Investors appear to be warming up to Intel's comeback story. Intel stock has soared about 80% this year, albeit from a depressed level. Looking ahead to 2024 and beyond, Intel stock could continue to reward investors as multiple components of the company's turnaround start to bear fruit.

1. A manufacturing comeback

Up until around 2017, Intel faced no real competition in the PC or server CPU markets. AMD was struggling, weighed down by bad decisions made in the early 2010s. Intel was having trouble bringing its 10nm manufacturing process to volume production, but it barely mattered. The 10nm process was originally set to be ready by 2016, but it eventually got pushed back multiple times and by multiple years.

These delays finally caught up to Intel once AMD got its act together. With its Ryzen PC CPUs and EPYC server CPUs, both built using advanced manufacturing processes from Taiwan Semiconductor, AMD would chip away at Intel's market share and eventually surpass the market leader in terms of performance and efficiency.

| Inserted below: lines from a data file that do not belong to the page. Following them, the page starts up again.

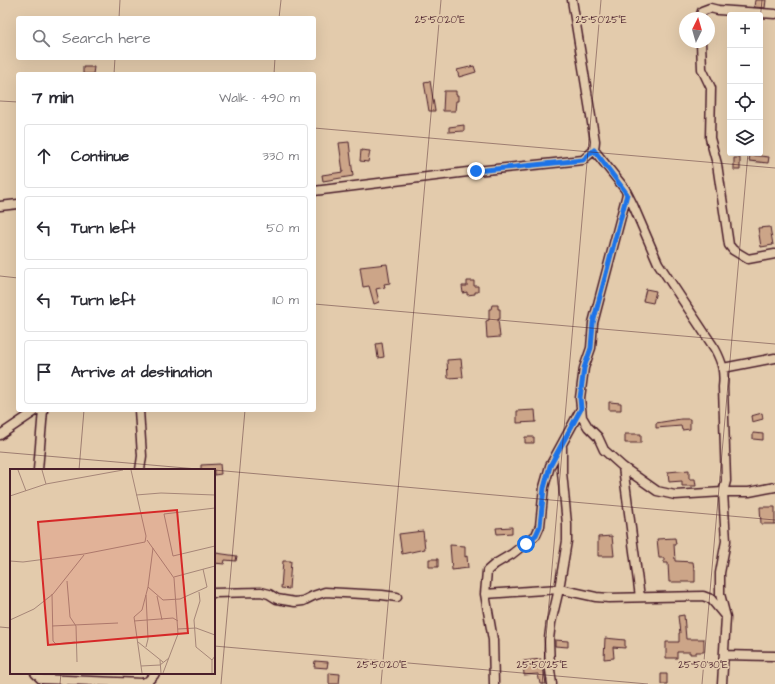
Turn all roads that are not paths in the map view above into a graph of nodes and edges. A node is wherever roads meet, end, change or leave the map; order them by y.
1 (572, 0) edge
2 (702, 12) edge
3 (775, 14) edge
4 (701, 48) edge
5 (594, 150) junction
6 (316, 191) edge
7 (627, 194) junction
8 (16, 204) edge
9 (0, 206) edge
10 (775, 254) edge
11 (775, 358) edge
12 (723, 368) junction
13 (581, 409) junction
14 (34, 412) edge
15 (42, 412) edge
16 (139, 412) edge
17 (0, 435) edge
18 (562, 446) junction
19 (623, 468) junction
20 (38, 469) edge
21 (140, 469) edge
22 (775, 487) edge
23 (723, 492) junction
24 (559, 589) junction
25 (215, 593) edge
26 (485, 594) junction
27 (396, 597) dead end
28 (640, 597) junction
29 (726, 617) junction
30 (724, 655) junction
31 (775, 656) edge
32 (36, 674) edge
33 (154, 674) edge
34 (149, 683) edge
35 (494, 684) edge
36 (552, 684) edge
37 (722, 684) edge

1 - 5 street
2 - 3 street
4 - 10 street
5 - 6 street
5 - 7 street
7 - 12 street
7 - 13 street
8 - 9 street
11 - 12 street
12 - 23 street
13 - 18 street
13 - 19 street
14 - 17 street
15 - 20 street
16 - 21 street
18 - 24 street
18 - 26 street
19 - 23 street
19 - 28 street
22 - 23 street
23 - 29 street
24 - 26 street
24 - 28 street
24 - 36 street
25 - 27 street
26 - 35 street
28 - 29 street
29 - 30 street
30 - 31 street
30 - 37 street
32 - 34 street
33 - 34 street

For Intel to make the manufacturing investments necessary to catch up with TSMC and AMD, it needed to radically change its business model. The company is now full steam ahead with building out its own foundry business, aiming to become a major player in the business of making chips for others.

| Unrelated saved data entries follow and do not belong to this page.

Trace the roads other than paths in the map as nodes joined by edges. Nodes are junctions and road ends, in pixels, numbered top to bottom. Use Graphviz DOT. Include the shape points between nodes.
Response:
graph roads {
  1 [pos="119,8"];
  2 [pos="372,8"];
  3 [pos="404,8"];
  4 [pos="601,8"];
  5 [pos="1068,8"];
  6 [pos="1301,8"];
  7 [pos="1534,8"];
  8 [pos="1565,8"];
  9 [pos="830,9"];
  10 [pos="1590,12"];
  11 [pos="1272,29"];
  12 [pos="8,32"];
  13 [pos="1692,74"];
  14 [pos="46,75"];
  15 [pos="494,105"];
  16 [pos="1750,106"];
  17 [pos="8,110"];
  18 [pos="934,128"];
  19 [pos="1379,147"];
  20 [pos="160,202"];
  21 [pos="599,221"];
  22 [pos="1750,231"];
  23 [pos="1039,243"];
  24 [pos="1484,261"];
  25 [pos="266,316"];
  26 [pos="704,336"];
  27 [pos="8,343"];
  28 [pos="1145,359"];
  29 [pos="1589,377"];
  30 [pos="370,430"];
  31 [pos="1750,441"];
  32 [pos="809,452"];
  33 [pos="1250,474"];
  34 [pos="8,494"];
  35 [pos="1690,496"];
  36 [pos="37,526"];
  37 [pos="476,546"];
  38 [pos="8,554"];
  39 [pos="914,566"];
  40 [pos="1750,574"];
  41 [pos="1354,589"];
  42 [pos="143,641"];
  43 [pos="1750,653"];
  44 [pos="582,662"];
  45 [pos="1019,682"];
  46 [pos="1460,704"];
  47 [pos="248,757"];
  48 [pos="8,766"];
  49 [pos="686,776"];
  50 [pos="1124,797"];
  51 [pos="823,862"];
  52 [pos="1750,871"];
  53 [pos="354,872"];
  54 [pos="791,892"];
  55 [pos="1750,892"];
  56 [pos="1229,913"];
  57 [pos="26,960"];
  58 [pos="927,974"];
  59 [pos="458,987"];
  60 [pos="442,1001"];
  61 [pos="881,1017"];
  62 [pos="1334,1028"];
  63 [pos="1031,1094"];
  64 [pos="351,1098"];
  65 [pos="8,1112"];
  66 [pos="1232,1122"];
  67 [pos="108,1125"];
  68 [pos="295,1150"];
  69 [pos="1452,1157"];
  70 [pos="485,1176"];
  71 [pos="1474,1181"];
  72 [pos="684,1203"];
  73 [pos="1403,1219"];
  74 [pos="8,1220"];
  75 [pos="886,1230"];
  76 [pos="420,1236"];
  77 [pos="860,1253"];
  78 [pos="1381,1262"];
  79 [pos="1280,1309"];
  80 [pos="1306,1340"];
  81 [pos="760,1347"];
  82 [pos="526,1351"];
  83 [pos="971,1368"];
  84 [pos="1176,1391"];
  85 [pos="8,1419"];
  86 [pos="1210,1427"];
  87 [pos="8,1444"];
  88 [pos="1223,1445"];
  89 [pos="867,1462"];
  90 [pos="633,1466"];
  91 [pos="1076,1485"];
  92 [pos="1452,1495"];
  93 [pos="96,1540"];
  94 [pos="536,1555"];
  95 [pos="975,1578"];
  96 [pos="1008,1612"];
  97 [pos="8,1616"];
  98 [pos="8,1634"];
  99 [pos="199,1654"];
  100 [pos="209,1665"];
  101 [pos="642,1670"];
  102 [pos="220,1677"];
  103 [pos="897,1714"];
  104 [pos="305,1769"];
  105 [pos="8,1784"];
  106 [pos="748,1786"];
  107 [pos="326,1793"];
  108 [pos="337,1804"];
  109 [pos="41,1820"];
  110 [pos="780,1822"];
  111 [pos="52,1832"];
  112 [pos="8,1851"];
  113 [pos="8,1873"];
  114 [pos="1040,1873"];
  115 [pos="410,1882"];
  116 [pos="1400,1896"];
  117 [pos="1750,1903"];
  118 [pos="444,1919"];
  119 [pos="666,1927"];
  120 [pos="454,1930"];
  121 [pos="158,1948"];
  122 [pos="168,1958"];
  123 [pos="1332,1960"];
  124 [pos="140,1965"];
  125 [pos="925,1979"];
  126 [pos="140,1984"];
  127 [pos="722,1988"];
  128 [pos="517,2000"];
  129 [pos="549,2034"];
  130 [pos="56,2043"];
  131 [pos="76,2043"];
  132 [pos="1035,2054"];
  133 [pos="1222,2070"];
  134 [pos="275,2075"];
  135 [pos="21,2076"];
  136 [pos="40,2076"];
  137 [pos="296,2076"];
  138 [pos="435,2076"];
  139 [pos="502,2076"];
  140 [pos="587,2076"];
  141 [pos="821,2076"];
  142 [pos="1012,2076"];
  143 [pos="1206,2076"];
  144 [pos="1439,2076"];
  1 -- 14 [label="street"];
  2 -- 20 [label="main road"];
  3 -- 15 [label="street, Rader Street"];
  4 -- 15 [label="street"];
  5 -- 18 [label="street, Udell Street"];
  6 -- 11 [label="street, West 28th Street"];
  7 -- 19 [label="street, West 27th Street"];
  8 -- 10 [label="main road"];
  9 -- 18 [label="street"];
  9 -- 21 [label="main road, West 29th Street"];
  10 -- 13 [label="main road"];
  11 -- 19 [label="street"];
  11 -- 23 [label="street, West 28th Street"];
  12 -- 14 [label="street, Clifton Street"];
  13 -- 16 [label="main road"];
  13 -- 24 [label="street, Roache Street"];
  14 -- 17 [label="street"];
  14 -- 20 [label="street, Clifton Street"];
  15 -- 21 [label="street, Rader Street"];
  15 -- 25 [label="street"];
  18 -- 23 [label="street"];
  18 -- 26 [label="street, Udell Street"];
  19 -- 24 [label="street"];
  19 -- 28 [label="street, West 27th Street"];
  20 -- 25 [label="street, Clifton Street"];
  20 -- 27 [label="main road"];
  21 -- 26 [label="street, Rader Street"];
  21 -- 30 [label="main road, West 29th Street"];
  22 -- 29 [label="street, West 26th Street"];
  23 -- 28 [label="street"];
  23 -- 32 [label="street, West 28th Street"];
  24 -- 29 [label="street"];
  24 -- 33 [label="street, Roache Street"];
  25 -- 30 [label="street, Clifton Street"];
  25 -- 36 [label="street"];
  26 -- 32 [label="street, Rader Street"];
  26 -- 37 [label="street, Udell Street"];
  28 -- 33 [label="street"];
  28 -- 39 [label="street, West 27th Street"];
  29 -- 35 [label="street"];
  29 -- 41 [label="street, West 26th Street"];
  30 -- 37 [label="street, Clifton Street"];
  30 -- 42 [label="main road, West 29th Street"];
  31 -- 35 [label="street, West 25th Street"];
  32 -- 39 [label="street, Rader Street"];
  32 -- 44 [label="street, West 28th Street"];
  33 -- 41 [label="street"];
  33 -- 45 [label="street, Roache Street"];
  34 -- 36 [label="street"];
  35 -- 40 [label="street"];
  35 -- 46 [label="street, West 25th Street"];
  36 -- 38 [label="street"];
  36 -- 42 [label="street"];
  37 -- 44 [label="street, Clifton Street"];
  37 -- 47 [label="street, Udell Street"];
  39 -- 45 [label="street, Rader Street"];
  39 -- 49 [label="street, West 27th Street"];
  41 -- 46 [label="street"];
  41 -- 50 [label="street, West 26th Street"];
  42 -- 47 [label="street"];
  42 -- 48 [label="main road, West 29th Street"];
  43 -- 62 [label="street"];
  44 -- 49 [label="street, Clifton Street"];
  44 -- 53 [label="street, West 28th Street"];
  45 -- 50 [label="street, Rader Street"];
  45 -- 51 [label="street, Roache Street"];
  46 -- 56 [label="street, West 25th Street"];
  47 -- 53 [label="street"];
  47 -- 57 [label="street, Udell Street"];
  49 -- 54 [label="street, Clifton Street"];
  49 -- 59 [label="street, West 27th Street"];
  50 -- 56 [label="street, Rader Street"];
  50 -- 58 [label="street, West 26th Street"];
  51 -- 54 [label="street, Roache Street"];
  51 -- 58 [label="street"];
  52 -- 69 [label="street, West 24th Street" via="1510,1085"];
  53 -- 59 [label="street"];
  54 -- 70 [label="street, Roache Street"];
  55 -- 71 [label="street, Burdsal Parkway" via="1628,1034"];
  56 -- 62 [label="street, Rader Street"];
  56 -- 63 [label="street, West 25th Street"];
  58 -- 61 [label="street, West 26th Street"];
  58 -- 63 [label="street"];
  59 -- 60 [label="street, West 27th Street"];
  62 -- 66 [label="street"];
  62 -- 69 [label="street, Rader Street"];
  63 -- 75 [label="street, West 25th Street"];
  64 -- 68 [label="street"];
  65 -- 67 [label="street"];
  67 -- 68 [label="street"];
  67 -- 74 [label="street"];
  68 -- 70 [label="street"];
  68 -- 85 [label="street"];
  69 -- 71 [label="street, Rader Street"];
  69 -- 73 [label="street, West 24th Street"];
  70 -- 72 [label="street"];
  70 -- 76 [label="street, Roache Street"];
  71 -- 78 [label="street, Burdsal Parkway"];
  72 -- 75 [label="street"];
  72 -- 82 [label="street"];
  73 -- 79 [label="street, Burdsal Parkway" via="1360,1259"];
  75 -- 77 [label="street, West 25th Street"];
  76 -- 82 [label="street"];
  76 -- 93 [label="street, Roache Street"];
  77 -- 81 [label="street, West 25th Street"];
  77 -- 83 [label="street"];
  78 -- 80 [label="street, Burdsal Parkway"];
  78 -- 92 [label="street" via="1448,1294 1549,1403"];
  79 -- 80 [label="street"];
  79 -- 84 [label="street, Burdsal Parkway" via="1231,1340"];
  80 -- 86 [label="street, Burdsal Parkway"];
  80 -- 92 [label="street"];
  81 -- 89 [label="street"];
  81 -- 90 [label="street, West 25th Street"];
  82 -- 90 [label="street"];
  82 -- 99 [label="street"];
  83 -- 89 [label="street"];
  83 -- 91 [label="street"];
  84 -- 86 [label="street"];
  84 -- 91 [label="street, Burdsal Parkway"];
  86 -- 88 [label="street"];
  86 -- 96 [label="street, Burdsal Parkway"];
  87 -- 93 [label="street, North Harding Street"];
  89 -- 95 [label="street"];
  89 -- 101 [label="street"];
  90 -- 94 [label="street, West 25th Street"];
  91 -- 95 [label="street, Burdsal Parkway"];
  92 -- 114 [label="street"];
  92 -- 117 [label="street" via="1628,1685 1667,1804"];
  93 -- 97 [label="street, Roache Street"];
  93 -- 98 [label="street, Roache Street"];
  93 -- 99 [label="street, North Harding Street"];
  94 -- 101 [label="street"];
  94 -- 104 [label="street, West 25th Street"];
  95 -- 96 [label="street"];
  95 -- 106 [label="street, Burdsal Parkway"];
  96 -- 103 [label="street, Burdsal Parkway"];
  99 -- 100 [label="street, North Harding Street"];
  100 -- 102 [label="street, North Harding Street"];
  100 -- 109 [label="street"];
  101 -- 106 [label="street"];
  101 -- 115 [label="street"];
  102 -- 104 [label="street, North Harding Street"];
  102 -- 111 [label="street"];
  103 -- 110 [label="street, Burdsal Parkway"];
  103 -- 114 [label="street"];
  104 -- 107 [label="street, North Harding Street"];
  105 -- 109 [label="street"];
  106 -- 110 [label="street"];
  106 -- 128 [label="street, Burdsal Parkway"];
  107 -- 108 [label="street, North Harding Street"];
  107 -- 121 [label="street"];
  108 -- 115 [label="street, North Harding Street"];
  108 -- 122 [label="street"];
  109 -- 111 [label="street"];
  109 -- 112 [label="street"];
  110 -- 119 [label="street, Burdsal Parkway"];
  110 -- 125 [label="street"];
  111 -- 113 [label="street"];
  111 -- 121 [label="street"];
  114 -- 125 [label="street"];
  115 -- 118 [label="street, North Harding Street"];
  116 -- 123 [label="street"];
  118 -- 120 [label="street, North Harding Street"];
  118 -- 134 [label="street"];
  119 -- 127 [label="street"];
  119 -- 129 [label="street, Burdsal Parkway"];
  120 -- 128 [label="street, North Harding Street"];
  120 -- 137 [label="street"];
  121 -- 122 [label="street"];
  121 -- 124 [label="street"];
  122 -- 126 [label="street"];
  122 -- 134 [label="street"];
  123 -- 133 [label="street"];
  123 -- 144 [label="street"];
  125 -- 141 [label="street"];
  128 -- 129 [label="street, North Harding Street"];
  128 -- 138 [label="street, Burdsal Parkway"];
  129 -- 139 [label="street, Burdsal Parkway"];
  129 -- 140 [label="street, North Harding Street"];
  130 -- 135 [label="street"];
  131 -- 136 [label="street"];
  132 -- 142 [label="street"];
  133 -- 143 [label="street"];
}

Intel is pulling out all the stops. An aggressive roadmap is so far on track, with the Intel 4 process now being used for the company's Meteor Lake laptop chips, Intel 3 set to be used for 2024's server CPU lineup, Intel 20A planned for Arrow Lake PC CPUs later in 2024, and Intel 18A expected to be ready to go by the end of next year.

Intel 20A and Intel 18A will bring a host of innovations, including a new transistor design and backside power delivery. Intel believes the 18A process will be more advanced than TSMC's upcoming N2 process, which isn't scheduled to arrive until a year later. If Intel's claims hold water, chip designers needing the most advanced manufacturing tech will be knocking on Intel's door.

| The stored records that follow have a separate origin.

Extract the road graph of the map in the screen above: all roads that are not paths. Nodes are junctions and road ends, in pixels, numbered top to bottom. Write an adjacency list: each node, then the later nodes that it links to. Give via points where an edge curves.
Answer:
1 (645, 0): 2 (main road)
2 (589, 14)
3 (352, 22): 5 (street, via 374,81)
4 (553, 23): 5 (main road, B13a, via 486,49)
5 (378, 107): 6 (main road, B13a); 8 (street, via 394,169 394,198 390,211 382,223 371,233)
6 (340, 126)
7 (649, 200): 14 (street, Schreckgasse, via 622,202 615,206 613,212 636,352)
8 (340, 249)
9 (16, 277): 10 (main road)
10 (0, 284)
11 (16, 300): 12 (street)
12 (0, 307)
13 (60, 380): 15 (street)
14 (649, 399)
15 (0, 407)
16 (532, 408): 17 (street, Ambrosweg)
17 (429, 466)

The foundry market is worth more than $100 billion today and is expected to more than double in size by 2032. While it will take years to play out, the foundry business could one day generate more revenue for Intel than anything else the company does.

2. A PC recovery

After two years of relentless declines, global PC shipments are expected to return to growth in the fourth quarter of this year. 2024 is unlikely to be a blockbuster year for the PC industry, but Gartner is predicting 4.9% shipment growth. That's a welcome reprieve from a brutal post-pandemic environment for PC and component makers.

The PC recovery is lined up perfectly with Intel's Meteor Lake laptop CPUs, which officially launched earlier this month. Meteor Lake brings multiple innovations to the table, including a tiled architecture that allows Intel to mix and match manufacturing processes, and built-in AI hardware.

It will take some doing on the marketing front to convince consumers that they need an "AI PC." Offloading AI inference tasks, like blurring the background in a Zoom call, to dedicated AI hardware frees up the CPU and GPU, resulting in a snappier experience and better battery life. But that's not the kind of whiz-bang, must-have feature that necessarily gets consumers excited.

Even so, Intel's new chips will show up in more than 230 systems over the next year. Intel plans to launch Arrow Lake chips later in 2024, which should find its way into desktop systems as well. And looking further ahead to 2025, the planned end-of-life for Windows 10 could trigger a major PC upgrade cycle.

While Intel's PC business is still struggling today, a solid recovery in 2024 and 2025 looks likely for the chip giant.

3. Taking back the server CPU market

While Intel has remained competitive in the PC CPU market over the past few years, it's struggling mightily against AMD's latest server CPUs. Intel's heavily delayed Sapphire Rapids chips finally launched last January, but in terms of raw performance and efficiency, AMD's Genoa chips reigned supreme. Intel has gained some ground with Emerald Rapids, launched earlier this month, but the company is still playing from behind.

Intel's comeback should begin in earnest next year when the company launches two families of server CPUs built on its Intel 3 process. Granite Rapids will be focused on power, and it will likely boost the core count to better compete with AMD. Sierra Forest will be focused on efficiency, with massive quantities of lower-performance cores tuned for cloud workloads.

This is a case where Intel's manufacturing gains should pay off. Intel 3, a 3nm-class node that uses extreme ultraviolet lithography, should bring significant performance and efficiency improvements over both Sapphire Rapids and Emerald Rapids, which are made using Intel's aging Intel 7 process. In 2025, Clearwater Forest will succeed Sierra Forest and move to the Intel 18A process. Nothing is known about the follow-up to Granite Rapids, but it will likely make the same jump.

If Intel succeeds in regaining its manufacturing edge over TSMC in late 2024, the company will be in a great position to win back some lost market share from AMD.